Earlier this week, OpenText introduced its Election Tracker ’16. The Web-based tool allows election junkies to “visually monitor, compare and analyze” media coverage about the 2016 U.S. presidential elections. But it also spotlights the power of big data and content analytics tools offered by the Waterloo-based company.
“Analyzing both structured and unstructured data provides a full picture of any situation to enable smarter, data-driven business decisions,” said Adam Howatson, chief marketing officer at OpenText. “Election Tracker ’16 evaluates election news coverage, using the articles themselves as a source of unstructured data.”
He said the OpenText solution actually analyzes the content of the unstructured data,” much in the way a human would, only much faster and with a perfect memory and better aggregate insight over massive volumes.”
Election Tracker ’16 curates text from thousands of online news articles and global media outlets, to create meaningful, visual, and highly interactive dashboards that summarize and compare coverage across news outlets, presidential candidates, hot topics, and tone, according to the company.
The technology allows users to “visualize election trends as they unfold in the news media,” and enables users to compare candidates based on mentions across topics, history, geography, or sentiment.

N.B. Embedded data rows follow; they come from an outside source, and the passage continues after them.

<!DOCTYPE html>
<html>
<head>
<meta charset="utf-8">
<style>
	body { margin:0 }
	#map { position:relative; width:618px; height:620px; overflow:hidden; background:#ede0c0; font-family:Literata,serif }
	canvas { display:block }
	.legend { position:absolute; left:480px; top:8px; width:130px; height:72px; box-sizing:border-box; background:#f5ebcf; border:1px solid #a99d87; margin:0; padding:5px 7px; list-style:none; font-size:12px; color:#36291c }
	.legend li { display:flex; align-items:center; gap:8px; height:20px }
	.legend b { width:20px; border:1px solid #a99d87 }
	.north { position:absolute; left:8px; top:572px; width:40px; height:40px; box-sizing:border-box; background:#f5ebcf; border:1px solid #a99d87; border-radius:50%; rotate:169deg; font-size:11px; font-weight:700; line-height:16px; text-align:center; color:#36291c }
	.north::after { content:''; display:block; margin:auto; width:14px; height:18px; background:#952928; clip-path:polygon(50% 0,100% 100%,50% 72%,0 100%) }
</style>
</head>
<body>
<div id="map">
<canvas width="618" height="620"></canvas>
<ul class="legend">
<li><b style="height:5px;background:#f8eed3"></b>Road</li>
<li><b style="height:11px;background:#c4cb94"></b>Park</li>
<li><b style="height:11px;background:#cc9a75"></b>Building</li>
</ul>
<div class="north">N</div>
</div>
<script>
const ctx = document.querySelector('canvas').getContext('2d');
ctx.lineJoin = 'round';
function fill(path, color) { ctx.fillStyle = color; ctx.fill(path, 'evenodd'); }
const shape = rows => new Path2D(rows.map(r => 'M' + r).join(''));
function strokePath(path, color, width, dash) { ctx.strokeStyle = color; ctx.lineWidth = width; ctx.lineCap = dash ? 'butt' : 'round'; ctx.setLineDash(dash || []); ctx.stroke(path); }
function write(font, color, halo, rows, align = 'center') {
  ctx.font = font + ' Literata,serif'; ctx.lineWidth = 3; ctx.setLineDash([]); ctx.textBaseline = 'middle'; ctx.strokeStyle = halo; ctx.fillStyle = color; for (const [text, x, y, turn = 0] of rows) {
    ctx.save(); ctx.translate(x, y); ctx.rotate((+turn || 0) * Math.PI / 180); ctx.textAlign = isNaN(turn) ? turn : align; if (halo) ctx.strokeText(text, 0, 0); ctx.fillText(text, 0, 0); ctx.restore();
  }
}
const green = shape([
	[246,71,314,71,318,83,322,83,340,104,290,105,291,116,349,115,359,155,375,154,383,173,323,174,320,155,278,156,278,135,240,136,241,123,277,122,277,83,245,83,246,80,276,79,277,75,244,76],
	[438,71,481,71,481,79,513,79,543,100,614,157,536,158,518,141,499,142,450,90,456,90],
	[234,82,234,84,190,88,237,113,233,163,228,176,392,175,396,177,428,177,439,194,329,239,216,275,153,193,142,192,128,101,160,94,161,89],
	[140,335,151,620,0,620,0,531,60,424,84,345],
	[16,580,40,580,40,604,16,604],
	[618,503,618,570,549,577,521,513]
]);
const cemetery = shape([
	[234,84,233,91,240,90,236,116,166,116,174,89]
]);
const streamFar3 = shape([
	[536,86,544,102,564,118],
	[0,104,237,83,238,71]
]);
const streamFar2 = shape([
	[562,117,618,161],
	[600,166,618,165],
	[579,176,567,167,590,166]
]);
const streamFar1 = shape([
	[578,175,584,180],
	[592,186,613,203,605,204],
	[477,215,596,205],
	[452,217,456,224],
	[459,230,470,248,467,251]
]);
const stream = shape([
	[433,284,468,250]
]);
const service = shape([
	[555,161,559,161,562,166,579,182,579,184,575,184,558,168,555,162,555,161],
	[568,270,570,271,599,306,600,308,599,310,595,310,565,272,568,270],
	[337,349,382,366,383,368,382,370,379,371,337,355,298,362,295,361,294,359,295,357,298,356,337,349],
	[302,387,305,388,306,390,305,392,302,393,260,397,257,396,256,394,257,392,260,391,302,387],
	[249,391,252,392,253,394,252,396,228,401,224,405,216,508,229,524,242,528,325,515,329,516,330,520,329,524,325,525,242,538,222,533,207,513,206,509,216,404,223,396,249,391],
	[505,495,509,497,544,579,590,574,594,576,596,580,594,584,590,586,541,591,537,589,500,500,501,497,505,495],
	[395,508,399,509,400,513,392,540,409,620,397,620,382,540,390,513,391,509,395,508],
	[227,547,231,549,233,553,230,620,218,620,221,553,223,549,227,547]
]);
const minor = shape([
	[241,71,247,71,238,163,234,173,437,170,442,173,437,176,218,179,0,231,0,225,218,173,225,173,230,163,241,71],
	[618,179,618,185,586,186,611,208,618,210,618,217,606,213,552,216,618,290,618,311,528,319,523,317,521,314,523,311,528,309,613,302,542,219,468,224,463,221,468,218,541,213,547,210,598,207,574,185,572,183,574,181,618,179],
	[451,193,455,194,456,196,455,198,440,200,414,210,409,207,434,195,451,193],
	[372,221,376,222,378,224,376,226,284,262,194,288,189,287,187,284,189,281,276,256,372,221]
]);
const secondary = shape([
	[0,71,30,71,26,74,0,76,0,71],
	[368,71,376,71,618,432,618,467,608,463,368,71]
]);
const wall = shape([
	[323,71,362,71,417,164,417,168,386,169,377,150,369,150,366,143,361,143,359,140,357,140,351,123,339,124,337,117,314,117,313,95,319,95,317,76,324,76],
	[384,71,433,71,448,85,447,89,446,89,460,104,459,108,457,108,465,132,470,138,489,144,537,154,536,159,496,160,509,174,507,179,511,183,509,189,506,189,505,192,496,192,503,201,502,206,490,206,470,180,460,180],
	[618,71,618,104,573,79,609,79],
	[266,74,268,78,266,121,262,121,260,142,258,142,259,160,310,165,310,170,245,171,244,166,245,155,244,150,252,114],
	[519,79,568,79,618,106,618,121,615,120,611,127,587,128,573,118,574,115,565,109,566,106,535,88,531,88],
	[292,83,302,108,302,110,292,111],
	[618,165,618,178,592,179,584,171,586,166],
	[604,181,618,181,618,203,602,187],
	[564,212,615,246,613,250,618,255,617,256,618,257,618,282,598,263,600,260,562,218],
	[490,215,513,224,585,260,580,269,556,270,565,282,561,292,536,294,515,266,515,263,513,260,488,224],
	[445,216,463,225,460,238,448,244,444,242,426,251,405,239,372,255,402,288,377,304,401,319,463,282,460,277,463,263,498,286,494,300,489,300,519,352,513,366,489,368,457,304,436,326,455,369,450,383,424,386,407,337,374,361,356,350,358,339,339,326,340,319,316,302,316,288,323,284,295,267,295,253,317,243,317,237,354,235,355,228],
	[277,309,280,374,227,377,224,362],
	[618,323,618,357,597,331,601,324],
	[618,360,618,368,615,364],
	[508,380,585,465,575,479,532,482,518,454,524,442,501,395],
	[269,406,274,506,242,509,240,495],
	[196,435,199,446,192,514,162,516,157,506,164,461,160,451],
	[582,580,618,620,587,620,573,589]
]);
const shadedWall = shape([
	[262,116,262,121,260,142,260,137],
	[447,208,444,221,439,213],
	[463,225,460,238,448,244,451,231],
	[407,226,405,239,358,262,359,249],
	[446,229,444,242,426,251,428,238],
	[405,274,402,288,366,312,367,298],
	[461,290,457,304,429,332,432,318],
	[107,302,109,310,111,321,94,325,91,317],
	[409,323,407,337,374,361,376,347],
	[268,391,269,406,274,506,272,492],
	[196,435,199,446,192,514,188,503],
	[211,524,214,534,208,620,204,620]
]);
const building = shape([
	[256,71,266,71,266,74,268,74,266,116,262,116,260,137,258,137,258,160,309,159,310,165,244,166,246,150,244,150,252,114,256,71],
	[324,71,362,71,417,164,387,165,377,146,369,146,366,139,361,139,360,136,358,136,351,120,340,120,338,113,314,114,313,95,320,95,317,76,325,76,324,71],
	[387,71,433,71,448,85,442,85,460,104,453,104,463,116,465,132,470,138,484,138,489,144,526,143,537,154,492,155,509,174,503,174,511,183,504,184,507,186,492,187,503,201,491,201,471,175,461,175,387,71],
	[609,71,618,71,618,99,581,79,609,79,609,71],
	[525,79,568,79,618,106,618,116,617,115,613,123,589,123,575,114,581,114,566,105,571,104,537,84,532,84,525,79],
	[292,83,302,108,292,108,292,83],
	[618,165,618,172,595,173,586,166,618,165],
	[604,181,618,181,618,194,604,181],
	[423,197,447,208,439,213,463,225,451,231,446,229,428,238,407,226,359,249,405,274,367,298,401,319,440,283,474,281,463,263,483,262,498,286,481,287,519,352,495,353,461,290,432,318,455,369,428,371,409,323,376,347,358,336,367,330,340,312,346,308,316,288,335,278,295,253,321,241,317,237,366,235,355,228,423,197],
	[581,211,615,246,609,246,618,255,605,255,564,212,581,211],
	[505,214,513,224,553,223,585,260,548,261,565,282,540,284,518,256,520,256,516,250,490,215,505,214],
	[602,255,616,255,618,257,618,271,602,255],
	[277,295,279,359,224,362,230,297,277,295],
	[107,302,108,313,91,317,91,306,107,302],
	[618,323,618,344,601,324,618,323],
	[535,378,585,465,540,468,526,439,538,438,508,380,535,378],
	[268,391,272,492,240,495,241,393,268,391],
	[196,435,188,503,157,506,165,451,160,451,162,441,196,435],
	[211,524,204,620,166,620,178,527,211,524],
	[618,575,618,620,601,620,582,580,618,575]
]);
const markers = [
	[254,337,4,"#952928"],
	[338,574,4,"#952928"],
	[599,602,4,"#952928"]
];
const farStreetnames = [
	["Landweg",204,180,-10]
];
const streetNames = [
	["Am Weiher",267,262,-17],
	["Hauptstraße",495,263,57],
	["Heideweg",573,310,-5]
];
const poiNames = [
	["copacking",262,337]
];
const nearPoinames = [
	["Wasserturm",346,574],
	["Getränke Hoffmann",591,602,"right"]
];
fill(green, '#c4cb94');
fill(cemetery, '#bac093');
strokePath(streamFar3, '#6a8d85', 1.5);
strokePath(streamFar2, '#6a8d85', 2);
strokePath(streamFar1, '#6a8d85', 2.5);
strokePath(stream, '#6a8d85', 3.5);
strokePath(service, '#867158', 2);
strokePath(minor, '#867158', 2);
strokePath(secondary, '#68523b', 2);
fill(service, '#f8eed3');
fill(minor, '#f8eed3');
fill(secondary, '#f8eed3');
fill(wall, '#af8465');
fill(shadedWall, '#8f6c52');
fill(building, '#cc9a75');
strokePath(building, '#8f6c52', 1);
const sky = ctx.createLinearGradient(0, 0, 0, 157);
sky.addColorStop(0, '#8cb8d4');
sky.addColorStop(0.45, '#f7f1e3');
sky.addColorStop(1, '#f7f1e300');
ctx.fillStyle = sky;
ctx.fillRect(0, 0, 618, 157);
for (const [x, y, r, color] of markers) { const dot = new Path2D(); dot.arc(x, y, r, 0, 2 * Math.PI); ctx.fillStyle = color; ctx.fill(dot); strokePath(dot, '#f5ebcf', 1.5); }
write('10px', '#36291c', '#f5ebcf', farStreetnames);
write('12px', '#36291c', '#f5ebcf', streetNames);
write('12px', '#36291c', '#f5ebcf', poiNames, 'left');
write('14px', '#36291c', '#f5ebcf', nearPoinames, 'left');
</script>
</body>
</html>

The topics, which represent key election issues, are dynamically generated from the news coverage, according to the company.
Electiontracker.us was built using Process Suite, Content Suite and Analytics Suite Release 16.
According to OpenText, most pure-play text analytics solutions are limited to translating free text to entities and taxonomies, leaving the actual visualization and analysis to other technologies. Electiontracker.us combines the power of content analytics with data analytics by using OpenText InfoFusion to process the content and OpenText Analytics Information Hub to provide dynamic, secure, and scalable visualization of the data.
While many databases and data visualization tools are available, most only deal with the structured data in an organization.
However, as the amount of unstructured data contains far greater insight and context, organizations are facing a fundamental challenge.
With OpenText, organizations can access and harvest data from any unstructured source, including documents, Websites, social sites (Twitter, Facebook, LinkedIn), email, document archives (PDF), RSS feeds and blogs – even EIM, ECM, CRM and other core Enterprise systems.
These sources can then be combined with structured data to provide a complete picture of the organization and valuable context including customer sentiment, discussion, brand coverage, media and Internet trends or anything you can imagine, according to OpenText.